[Collected data entries]
↓↓↓

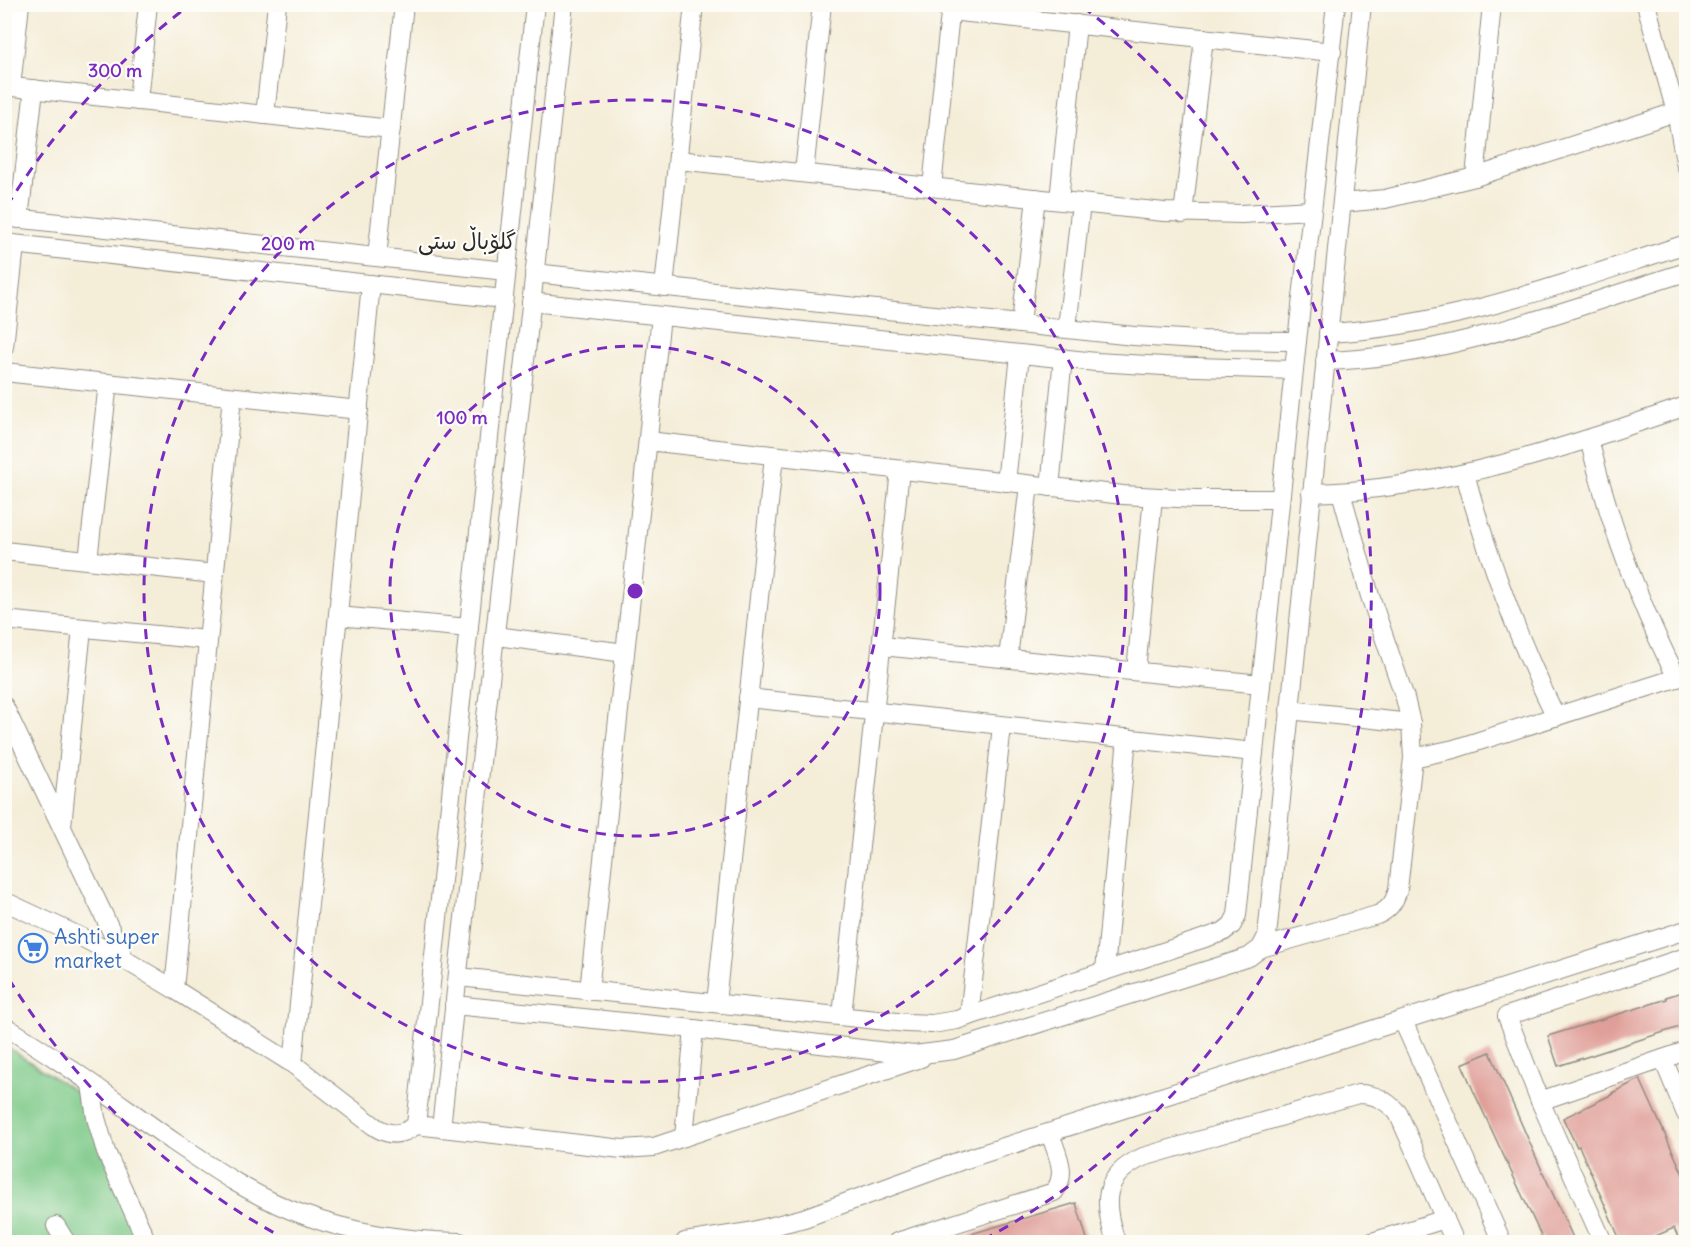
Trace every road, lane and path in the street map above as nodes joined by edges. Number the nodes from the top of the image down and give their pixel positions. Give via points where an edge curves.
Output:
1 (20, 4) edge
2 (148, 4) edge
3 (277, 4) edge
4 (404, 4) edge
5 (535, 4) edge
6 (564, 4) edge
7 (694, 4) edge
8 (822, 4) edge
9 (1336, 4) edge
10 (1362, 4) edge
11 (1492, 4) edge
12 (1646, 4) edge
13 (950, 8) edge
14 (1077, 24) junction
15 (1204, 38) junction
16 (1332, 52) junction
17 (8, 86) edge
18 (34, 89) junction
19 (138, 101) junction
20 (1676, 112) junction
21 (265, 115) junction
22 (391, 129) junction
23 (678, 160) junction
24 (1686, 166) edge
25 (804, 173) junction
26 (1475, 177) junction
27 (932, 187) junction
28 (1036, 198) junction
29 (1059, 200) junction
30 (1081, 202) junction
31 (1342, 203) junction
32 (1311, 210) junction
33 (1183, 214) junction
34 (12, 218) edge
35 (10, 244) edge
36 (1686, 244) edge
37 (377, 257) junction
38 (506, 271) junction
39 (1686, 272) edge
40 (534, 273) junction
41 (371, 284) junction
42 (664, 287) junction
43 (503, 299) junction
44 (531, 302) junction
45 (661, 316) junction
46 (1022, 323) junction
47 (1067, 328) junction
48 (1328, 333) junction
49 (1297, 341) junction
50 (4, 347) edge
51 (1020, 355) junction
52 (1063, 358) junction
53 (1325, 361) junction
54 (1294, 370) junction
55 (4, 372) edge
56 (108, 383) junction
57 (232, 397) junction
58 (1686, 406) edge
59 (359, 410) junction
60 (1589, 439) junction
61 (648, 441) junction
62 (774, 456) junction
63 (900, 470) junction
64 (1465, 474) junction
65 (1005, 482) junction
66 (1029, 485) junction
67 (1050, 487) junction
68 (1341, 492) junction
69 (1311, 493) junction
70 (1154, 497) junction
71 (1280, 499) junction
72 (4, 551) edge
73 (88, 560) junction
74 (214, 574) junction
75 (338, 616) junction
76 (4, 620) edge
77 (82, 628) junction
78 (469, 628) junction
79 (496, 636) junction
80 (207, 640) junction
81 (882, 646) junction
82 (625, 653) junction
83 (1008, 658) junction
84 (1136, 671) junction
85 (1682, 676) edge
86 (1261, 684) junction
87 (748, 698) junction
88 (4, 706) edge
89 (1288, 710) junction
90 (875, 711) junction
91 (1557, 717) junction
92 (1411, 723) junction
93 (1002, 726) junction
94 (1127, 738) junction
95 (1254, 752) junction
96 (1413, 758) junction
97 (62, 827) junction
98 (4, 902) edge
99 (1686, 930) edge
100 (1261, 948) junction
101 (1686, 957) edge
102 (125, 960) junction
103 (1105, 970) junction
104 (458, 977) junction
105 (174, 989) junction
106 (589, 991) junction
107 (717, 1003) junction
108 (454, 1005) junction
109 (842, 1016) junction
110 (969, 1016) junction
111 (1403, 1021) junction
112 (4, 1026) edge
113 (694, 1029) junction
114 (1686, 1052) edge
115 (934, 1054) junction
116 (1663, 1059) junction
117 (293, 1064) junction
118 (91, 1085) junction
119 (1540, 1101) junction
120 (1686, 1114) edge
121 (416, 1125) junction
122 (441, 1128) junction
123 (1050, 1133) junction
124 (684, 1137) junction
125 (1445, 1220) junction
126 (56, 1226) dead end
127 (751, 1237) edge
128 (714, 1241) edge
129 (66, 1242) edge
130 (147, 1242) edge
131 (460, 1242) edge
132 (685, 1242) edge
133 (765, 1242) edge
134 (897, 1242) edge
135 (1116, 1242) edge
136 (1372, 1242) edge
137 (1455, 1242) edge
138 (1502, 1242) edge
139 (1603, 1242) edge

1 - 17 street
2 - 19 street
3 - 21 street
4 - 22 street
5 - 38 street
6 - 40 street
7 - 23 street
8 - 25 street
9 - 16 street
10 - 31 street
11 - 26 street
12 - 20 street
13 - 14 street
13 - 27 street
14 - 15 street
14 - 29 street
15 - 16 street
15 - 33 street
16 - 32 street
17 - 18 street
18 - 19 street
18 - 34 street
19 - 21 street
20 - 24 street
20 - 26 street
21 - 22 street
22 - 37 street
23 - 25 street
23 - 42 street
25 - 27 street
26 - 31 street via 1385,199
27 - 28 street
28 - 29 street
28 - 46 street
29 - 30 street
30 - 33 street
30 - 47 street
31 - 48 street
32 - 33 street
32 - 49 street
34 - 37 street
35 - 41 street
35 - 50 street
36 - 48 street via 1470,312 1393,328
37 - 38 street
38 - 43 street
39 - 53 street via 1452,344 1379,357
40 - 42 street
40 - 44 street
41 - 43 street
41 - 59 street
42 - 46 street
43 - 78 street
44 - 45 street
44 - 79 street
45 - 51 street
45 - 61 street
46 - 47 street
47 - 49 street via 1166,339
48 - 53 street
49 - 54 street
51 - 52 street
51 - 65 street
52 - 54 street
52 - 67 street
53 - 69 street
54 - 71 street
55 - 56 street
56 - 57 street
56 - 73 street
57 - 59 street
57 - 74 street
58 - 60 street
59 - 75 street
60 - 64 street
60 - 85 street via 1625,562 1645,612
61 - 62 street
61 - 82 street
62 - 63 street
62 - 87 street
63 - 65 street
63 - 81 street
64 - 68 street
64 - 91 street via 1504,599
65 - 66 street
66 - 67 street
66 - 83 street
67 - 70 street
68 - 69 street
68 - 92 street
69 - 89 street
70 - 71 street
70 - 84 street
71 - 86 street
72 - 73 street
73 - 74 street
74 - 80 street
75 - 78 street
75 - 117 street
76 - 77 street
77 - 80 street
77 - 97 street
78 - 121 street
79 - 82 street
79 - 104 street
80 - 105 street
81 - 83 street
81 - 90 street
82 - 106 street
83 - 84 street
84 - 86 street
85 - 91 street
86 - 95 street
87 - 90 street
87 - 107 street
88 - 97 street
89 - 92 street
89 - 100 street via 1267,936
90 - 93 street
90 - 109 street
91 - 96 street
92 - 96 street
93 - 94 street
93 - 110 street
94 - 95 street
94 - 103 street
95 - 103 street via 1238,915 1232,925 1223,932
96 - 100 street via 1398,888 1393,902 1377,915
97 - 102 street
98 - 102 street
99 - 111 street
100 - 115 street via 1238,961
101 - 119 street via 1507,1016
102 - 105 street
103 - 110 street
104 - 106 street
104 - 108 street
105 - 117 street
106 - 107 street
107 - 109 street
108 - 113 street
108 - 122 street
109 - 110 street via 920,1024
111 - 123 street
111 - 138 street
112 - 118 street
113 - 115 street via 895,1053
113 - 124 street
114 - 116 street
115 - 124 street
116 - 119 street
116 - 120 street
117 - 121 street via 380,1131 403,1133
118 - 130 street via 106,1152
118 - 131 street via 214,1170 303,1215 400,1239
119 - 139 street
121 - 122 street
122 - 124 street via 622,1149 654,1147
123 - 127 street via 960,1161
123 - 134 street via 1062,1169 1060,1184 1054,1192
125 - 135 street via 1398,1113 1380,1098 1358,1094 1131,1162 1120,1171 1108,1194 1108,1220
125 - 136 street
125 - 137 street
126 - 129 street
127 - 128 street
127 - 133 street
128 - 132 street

↑↑↑

Work to be completed:
Reproduce the data exactly, please, and omit its pictures.

Result of this exercise:
Trace every road, lane and path in the street map above as nodes joined by edges. Number the nodes from the top of the image down and give their pixel positions. Give via points where an edge curves.
Output:
1 (20, 4) edge
2 (148, 4) edge
3 (277, 4) edge
4 (404, 4) edge
5 (535, 4) edge
6 (564, 4) edge
7 (694, 4) edge
8 (822, 4) edge
9 (1336, 4) edge
10 (1362, 4) edge
11 (1492, 4) edge
12 (1646, 4) edge
13 (950, 8) edge
14 (1077, 24) junction
15 (1204, 38) junction
16 (1332, 52) junction
17 (8, 86) edge
18 (34, 89) junction
19 (138, 101) junction
20 (1676, 112) junction
21 (265, 115) junction
22 (391, 129) junction
23 (678, 160) junction
24 (1686, 166) edge
25 (804, 173) junction
26 (1475, 177) junction
27 (932, 187) junction
28 (1036, 198) junction
29 (1059, 200) junction
30 (1081, 202) junction
31 (1342, 203) junction
32 (1311, 210) junction
33 (1183, 214) junction
34 (12, 218) edge
35 (10, 244) edge
36 (1686, 244) edge
37 (377, 257) junction
38 (506, 271) junction
39 (1686, 272) edge
40 (534, 273) junction
41 (371, 284) junction
42 (664, 287) junction
43 (503, 299) junction
44 (531, 302) junction
45 (661, 316) junction
46 (1022, 323) junction
47 (1067, 328) junction
48 (1328, 333) junction
49 (1297, 341) junction
50 (4, 347) edge
51 (1020, 355) junction
52 (1063, 358) junction
53 (1325, 361) junction
54 (1294, 370) junction
55 (4, 372) edge
56 (108, 383) junction
57 (232, 397) junction
58 (1686, 406) edge
59 (359, 410) junction
60 (1589, 439) junction
61 (648, 441) junction
62 (774, 456) junction
63 (900, 470) junction
64 (1465, 474) junction
65 (1005, 482) junction
66 (1029, 485) junction
67 (1050, 487) junction
68 (1341, 492) junction
69 (1311, 493) junction
70 (1154, 497) junction
71 (1280, 499) junction
72 (4, 551) edge
73 (88, 560) junction
74 (214, 574) junction
75 (338, 616) junction
76 (4, 620) edge
77 (82, 628) junction
78 (469, 628) junction
79 (496, 636) junction
80 (207, 640) junction
81 (882, 646) junction
82 (625, 653) junction
83 (1008, 658) junction
84 (1136, 671) junction
85 (1682, 676) edge
86 (1261, 684) junction
87 (748, 698) junction
88 (4, 706) edge
89 (1288, 710) junction
90 (875, 711) junction
91 (1557, 717) junction
92 (1411, 723) junction
93 (1002, 726) junction
94 (1127, 738) junction
95 (1254, 752) junction
96 (1413, 758) junction
97 (62, 827) junction
98 (4, 902) edge
99 (1686, 930) edge
100 (1261, 948) junction
101 (1686, 957) edge
102 (125, 960) junction
103 (1105, 970) junction
104 (458, 977) junction
105 (174, 989) junction
106 (589, 991) junction
107 (717, 1003) junction
108 (454, 1005) junction
109 (842, 1016) junction
110 (969, 1016) junction
111 (1403, 1021) junction
112 (4, 1026) edge
113 (694, 1029) junction
114 (1686, 1052) edge
115 (934, 1054) junction
116 (1663, 1059) junction
117 (293, 1064) junction
118 (91, 1085) junction
119 (1540, 1101) junction
120 (1686, 1114) edge
121 (416, 1125) junction
122 (441, 1128) junction
123 (1050, 1133) junction
124 (684, 1137) junction
125 (1445, 1220) junction
126 (56, 1226) dead end
127 (751, 1237) edge
128 (714, 1241) edge
129 (66, 1242) edge
130 (147, 1242) edge
131 (460, 1242) edge
132 (685, 1242) edge
133 (765, 1242) edge
134 (897, 1242) edge
135 (1116, 1242) edge
136 (1372, 1242) edge
137 (1455, 1242) edge
138 (1502, 1242) edge
139 (1603, 1242) edge

1 - 17 street
2 - 19 street
3 - 21 street
4 - 22 street
5 - 38 street
6 - 40 street
7 - 23 street
8 - 25 street
9 - 16 street
10 - 31 street
11 - 26 street
12 - 20 street
13 - 14 street
13 - 27 street
14 - 15 street
14 - 29 street
15 - 16 street
15 - 33 street
16 - 32 street
17 - 18 street
18 - 19 street
18 - 34 street
19 - 21 street
20 - 24 street
20 - 26 street
21 - 22 street
22 - 37 street
23 - 25 street
23 - 42 street
25 - 27 street
26 - 31 street via 1385,199
27 - 28 street
28 - 29 street
28 - 46 street
29 - 30 street
30 - 33 street
30 - 47 street
31 - 48 street
32 - 33 street
32 - 49 street
34 - 37 street
35 - 41 street
35 - 50 street
36 - 48 street via 1470,312 1393,328
37 - 38 street
38 - 43 street
39 - 53 street via 1452,344 1379,357
40 - 42 street
40 - 44 street
41 - 43 street
41 - 59 street
42 - 46 street
43 - 78 street
44 - 45 street
44 - 79 street
45 - 51 street
45 - 61 street
46 - 47 street
47 - 49 street via 1166,339
48 - 53 street
49 - 54 street
51 - 52 street
51 - 65 street
52 - 54 street
52 - 67 street
53 - 69 street
54 - 71 street
55 - 56 street
56 - 57 street
56 - 73 street
57 - 59 street
57 - 74 street
58 - 60 street
59 - 75 street
60 - 64 street
60 - 85 street via 1625,562 1645,612
61 - 62 street
61 - 82 street
62 - 63 street
62 - 87 street
63 - 65 street
63 - 81 street
64 - 68 street
64 - 91 street via 1504,599
65 - 66 street
66 - 67 street
66 - 83 street
67 - 70 street
68 - 69 street
68 - 92 street
69 - 89 street
70 - 71 street
70 - 84 street
71 - 86 street
72 - 73 street
73 - 74 street
74 - 80 street
75 - 78 street
75 - 117 street
76 - 77 street
77 - 80 street
77 - 97 street
78 - 121 street
79 - 82 street
79 - 104 street
80 - 105 street
81 - 83 street
81 - 90 street
82 - 106 street
83 - 84 street
84 - 86 street
85 - 91 street
86 - 95 street
87 - 90 street
87 - 107 street
88 - 97 street
89 - 92 street
89 - 100 street via 1267,936
90 - 93 street
90 - 109 street
91 - 96 street
92 - 96 street
93 - 94 street
93 - 110 street
94 - 95 street
94 - 103 street
95 - 103 street via 1238,915 1232,925 1223,932
96 - 100 street via 1398,888 1393,902 1377,915
97 - 102 street
98 - 102 street
99 - 111 street
100 - 115 street via 1238,961
101 - 119 street via 1507,1016
102 - 105 street
103 - 110 street
104 - 106 street
104 - 108 street
105 - 117 street
106 - 107 street
107 - 109 street
108 - 113 street
108 - 122 street
109 - 110 street via 920,1024
111 - 123 street
111 - 138 street
112 - 118 street
113 - 115 street via 895,1053
113 - 124 street
114 - 116 street
115 - 124 street
116 - 119 street
116 - 120 street
117 - 121 street via 380,1131 403,1133
118 - 130 street via 106,1152
118 - 131 street via 214,1170 303,1215 400,1239
119 - 139 street
121 - 122 street
122 - 124 street via 622,1149 654,1147
123 - 127 street via 960,1161
123 - 134 street via 1062,1169 1060,1184 1054,1192
125 - 135 street via 1398,1113 1380,1098 1358,1094 1131,1162 1120,1171 1108,1194 1108,1220
125 - 136 street
125 - 137 street
126 - 129 street
127 - 128 street
127 - 133 street
128 - 132 street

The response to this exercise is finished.